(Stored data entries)

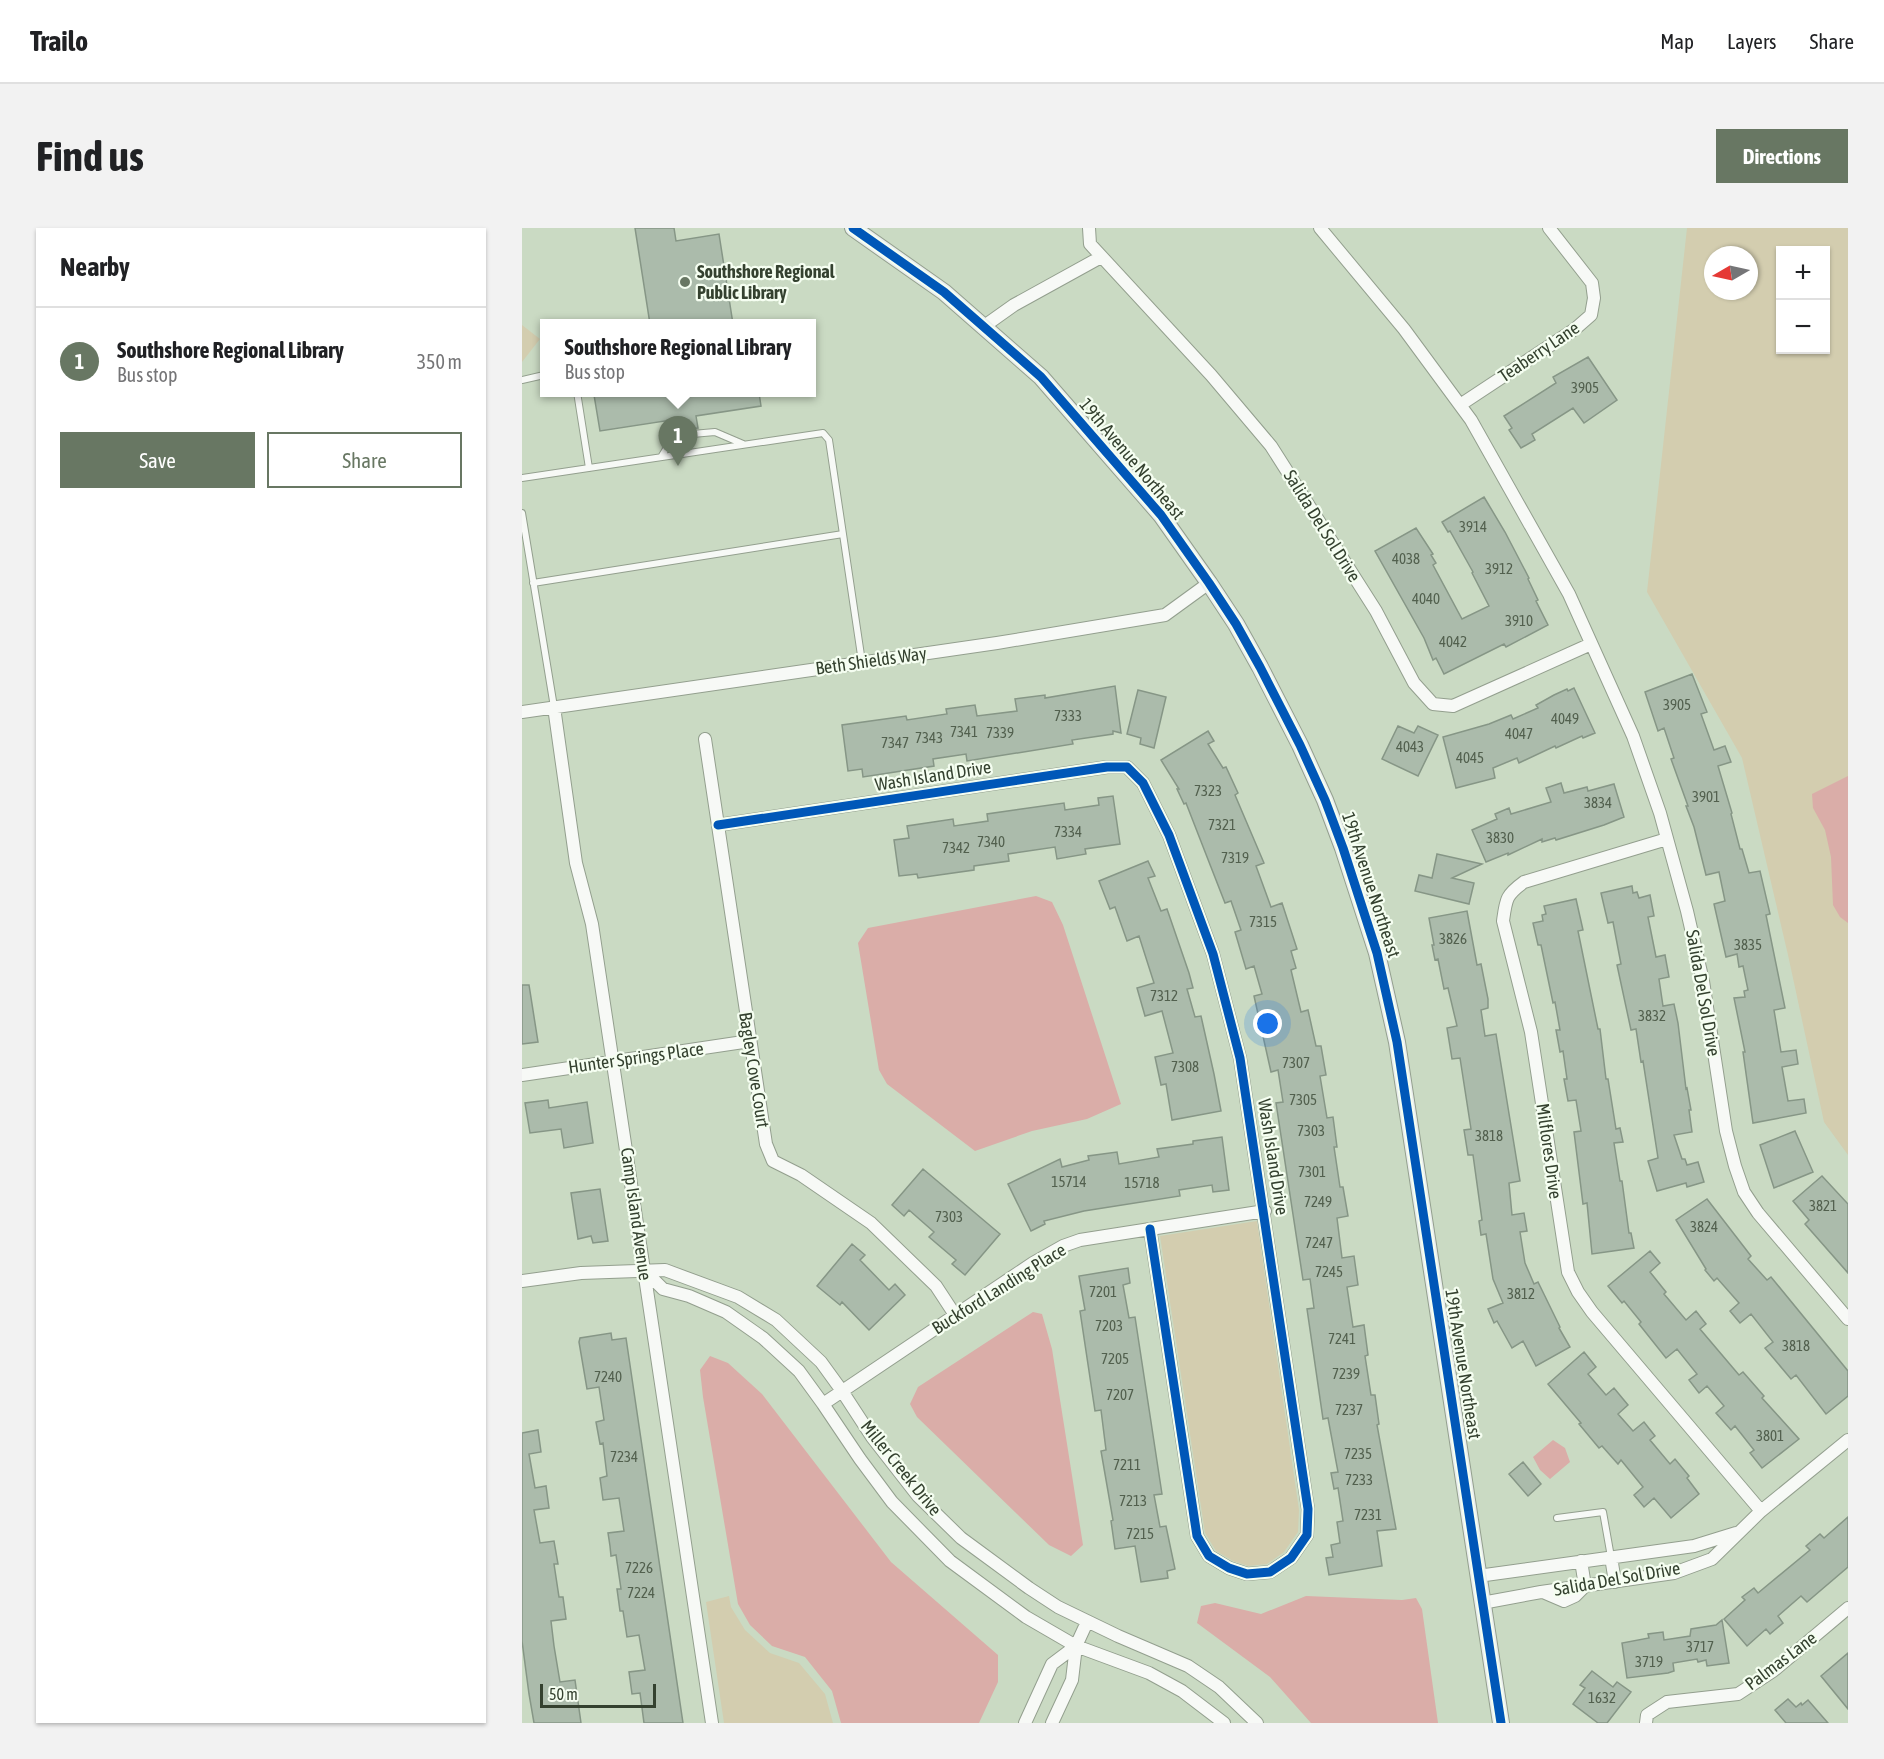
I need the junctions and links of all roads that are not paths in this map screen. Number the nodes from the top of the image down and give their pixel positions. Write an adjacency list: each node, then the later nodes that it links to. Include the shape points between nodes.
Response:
1 (853, 228): 6 (street, 19th Avenue Northeast, via 944,292)
2 (1089, 228): 5 (street, Salida Del Sol Drive, via 1090,244)
3 (1320, 228): 10 (street, Salida Del Sol Drive, via 1404,329)
4 (1549, 228): 10 (street, Teaberry Lane, via 1592,283 1591,315)
5 (1101, 257): 6 (street, via 1014,305); 19 (street, Salida Del Sol Drive, via 1271,446 1376,611 1414,683 1433,704 1453,706)
6 (983, 327): 18 (street, 19th Avenue Northeast, via 1041,377 1161,515)
7 (540, 376): 8 (lane)
8 (522, 380)
9 (578, 397): 13 (lane)
10 (1460, 405): 19 (street, Salida Del Sol Drive, via 1569,594)
11 (743, 445): 12 (lane); 12 (lane, via 715,432 681,435 671,441); 16 (lane, via 823,433 829,440)
12 (661, 457): 13 (lane)
13 (589, 468): 14 (lane)
14 (522, 478)
15 (522, 513): 17 (lane)
16 (843, 534): 17 (lane); 20 (lane)
17 (533, 583): 21 (lane)
18 (1209, 583): 20 (street, Beth Shields Way, via 1165,615); 43 (street, 19th Avenue Northeast, via 1260,667 1325,800 1377,953 1405,1085)
19 (1592, 644): 25 (street, Salida Del Sol Drive, via 1633,736)
20 (862, 662): 21 (street, Beth Shields Way)
21 (554, 707): 22 (street, Beth Shields Way); 27 (street, Camp Island Avenue, via 576,863 592,924)
22 (522, 712)
23 (705, 739): 24 (street, Bagley Cove Court)
24 (718, 825): 26 (street, Bagley Cove Court); 29 (street, Wash Island Drive, via 1127,767 1143,783 1169,835 1213,954 1240,1058)
25 (1667, 838): 34 (street, Salida Del Sol Drive, via 1703,981 1726,1131 1744,1192); 38 (street, Milflores Drive, via 1524,882 1511,891 1503,921 1531,1032 1568,1272 1592,1312)
26 (750, 1041): 27 (street, Hunter Springs Place); 33 (street, Bagley Cove Court, via 765,1144 774,1161 871,1223 936,1286)
27 (614, 1062): 28 (street, Hunter Springs Place); 31 (street, Camp Island Avenue)
28 (522, 1075)
29 (1265, 1211): 30 (street, Buckford Landing Place); 30 (street, Wash Island Drive, via 1308,1509 1307,1535 1291,1558 1270,1572 1247,1574 1229,1568 1209,1556 1197,1536)
30 (1150, 1229): 33 (street, Buckford Landing Place, via 1063,1246)
31 (645, 1271): 32 (street, Miller Creek Drive, via 581,1273); 35 (street, Miller Creek Drive, via 665,1270 693,1280 738,1298 776,1320 821,1362); 36 (street, Miller Creek Drive, via 663,1289 726,1312 763,1338 799,1371); 50 (street, Camp Island Avenue)
32 (522, 1281)
33 (955, 1315): 35 (street, Buckford Landing Place)
34 (1848, 1319)
35 (842, 1391): 36 (street, Buckford Landing Place); 48 (street, Miller Creek Drive, via 918,1496 962,1538 1029,1588)
36 (823, 1404): 49 (street, Miller Creek Drive, via 892,1502 950,1561 1026,1617)
37 (1848, 1440): 38 (street, Salida Del Sol Drive)
38 (1761, 1511): 40 (street, Salida Del Sol Drive)
39 (1557, 1518): 41 (lane, via 1603,1512)
40 (1740, 1532): 41 (street, Salida Del Sol Drive, via 1694,1545); 44 (street, Salida Del Sol Drive, via 1712,1558 1674,1573)
41 (1611, 1557): 42 (street, Salida Del Sol Drive); 44 (street)
42 (1581, 1562): 43 (street, Salida Del Sol Drive); 45 (street)
43 (1478, 1576): 46 (street, 19th Avenue Northeast)
44 (1615, 1581): 45 (street, Salida Del Sol Drive)
45 (1585, 1586): 46 (street, Salida Del Sol Drive, via 1564,1601 1541,1592)
46 (1482, 1603): 55 (street, 19th Avenue Northeast)
47 (1848, 1608): 56 (street, Palmas Lane, via 1773,1671 1738,1694 1667,1702 1647,1715)
48 (1087, 1622): 49 (street); 54 (street, Miller Creek Drive, via 1188,1666 1219,1687)
49 (1076, 1646): 51 (street, via 1053,1664); 52 (street, via 1072,1680); 53 (street, Miller Creek Drive, via 1149,1673 1182,1691)
50 (712, 1723)
51 (1025, 1723)
52 (1052, 1723)
53 (1224, 1723)
54 (1257, 1723)
55 (1501, 1723)
56 (1646, 1723)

[EXERCISE INSTRUCTIONS] Keeping every word as it is, write out all the data and omit the pictures.

[OUTPUT OF THE TASK]
I need the junctions and links of all roads that are not paths in this map screen. Number the nodes from the top of the image down and give their pixel positions. Write an adjacency list: each node, then the later nodes that it links to. Include the shape points between nodes.
Response:
1 (853, 228): 6 (street, 19th Avenue Northeast, via 944,292)
2 (1089, 228): 5 (street, Salida Del Sol Drive, via 1090,244)
3 (1320, 228): 10 (street, Salida Del Sol Drive, via 1404,329)
4 (1549, 228): 10 (street, Teaberry Lane, via 1592,283 1591,315)
5 (1101, 257): 6 (street, via 1014,305); 19 (street, Salida Del Sol Drive, via 1271,446 1376,611 1414,683 1433,704 1453,706)
6 (983, 327): 18 (street, 19th Avenue Northeast, via 1041,377 1161,515)
7 (540, 376): 8 (lane)
8 (522, 380)
9 (578, 397): 13 (lane)
10 (1460, 405): 19 (street, Salida Del Sol Drive, via 1569,594)
11 (743, 445): 12 (lane); 12 (lane, via 715,432 681,435 671,441); 16 (lane, via 823,433 829,440)
12 (661, 457): 13 (lane)
13 (589, 468): 14 (lane)
14 (522, 478)
15 (522, 513): 17 (lane)
16 (843, 534): 17 (lane); 20 (lane)
17 (533, 583): 21 (lane)
18 (1209, 583): 20 (street, Beth Shields Way, via 1165,615); 43 (street, 19th Avenue Northeast, via 1260,667 1325,800 1377,953 1405,1085)
19 (1592, 644): 25 (street, Salida Del Sol Drive, via 1633,736)
20 (862, 662): 21 (street, Beth Shields Way)
21 (554, 707): 22 (street, Beth Shields Way); 27 (street, Camp Island Avenue, via 576,863 592,924)
22 (522, 712)
23 (705, 739): 24 (street, Bagley Cove Court)
24 (718, 825): 26 (street, Bagley Cove Court); 29 (street, Wash Island Drive, via 1127,767 1143,783 1169,835 1213,954 1240,1058)
25 (1667, 838): 34 (street, Salida Del Sol Drive, via 1703,981 1726,1131 1744,1192); 38 (street, Milflores Drive, via 1524,882 1511,891 1503,921 1531,1032 1568,1272 1592,1312)
26 (750, 1041): 27 (street, Hunter Springs Place); 33 (street, Bagley Cove Court, via 765,1144 774,1161 871,1223 936,1286)
27 (614, 1062): 28 (street, Hunter Springs Place); 31 (street, Camp Island Avenue)
28 (522, 1075)
29 (1265, 1211): 30 (street, Buckford Landing Place); 30 (street, Wash Island Drive, via 1308,1509 1307,1535 1291,1558 1270,1572 1247,1574 1229,1568 1209,1556 1197,1536)
30 (1150, 1229): 33 (street, Buckford Landing Place, via 1063,1246)
31 (645, 1271): 32 (street, Miller Creek Drive, via 581,1273); 35 (street, Miller Creek Drive, via 665,1270 693,1280 738,1298 776,1320 821,1362); 36 (street, Miller Creek Drive, via 663,1289 726,1312 763,1338 799,1371); 50 (street, Camp Island Avenue)
32 (522, 1281)
33 (955, 1315): 35 (street, Buckford Landing Place)
34 (1848, 1319)
35 (842, 1391): 36 (street, Buckford Landing Place); 48 (street, Miller Creek Drive, via 918,1496 962,1538 1029,1588)
36 (823, 1404): 49 (street, Miller Creek Drive, via 892,1502 950,1561 1026,1617)
37 (1848, 1440): 38 (street, Salida Del Sol Drive)
38 (1761, 1511): 40 (street, Salida Del Sol Drive)
39 (1557, 1518): 41 (lane, via 1603,1512)
40 (1740, 1532): 41 (street, Salida Del Sol Drive, via 1694,1545); 44 (street, Salida Del Sol Drive, via 1712,1558 1674,1573)
41 (1611, 1557): 42 (street, Salida Del Sol Drive); 44 (street)
42 (1581, 1562): 43 (street, Salida Del Sol Drive); 45 (street)
43 (1478, 1576): 46 (street, 19th Avenue Northeast)
44 (1615, 1581): 45 (street, Salida Del Sol Drive)
45 (1585, 1586): 46 (street, Salida Del Sol Drive, via 1564,1601 1541,1592)
46 (1482, 1603): 55 (street, 19th Avenue Northeast)
47 (1848, 1608): 56 (street, Palmas Lane, via 1773,1671 1738,1694 1667,1702 1647,1715)
48 (1087, 1622): 49 (street); 54 (street, Miller Creek Drive, via 1188,1666 1219,1687)
49 (1076, 1646): 51 (street, via 1053,1664); 52 (street, via 1072,1680); 53 (street, Miller Creek Drive, via 1149,1673 1182,1691)
50 (712, 1723)
51 (1025, 1723)
52 (1052, 1723)
53 (1224, 1723)
54 (1257, 1723)
55 (1501, 1723)
56 (1646, 1723)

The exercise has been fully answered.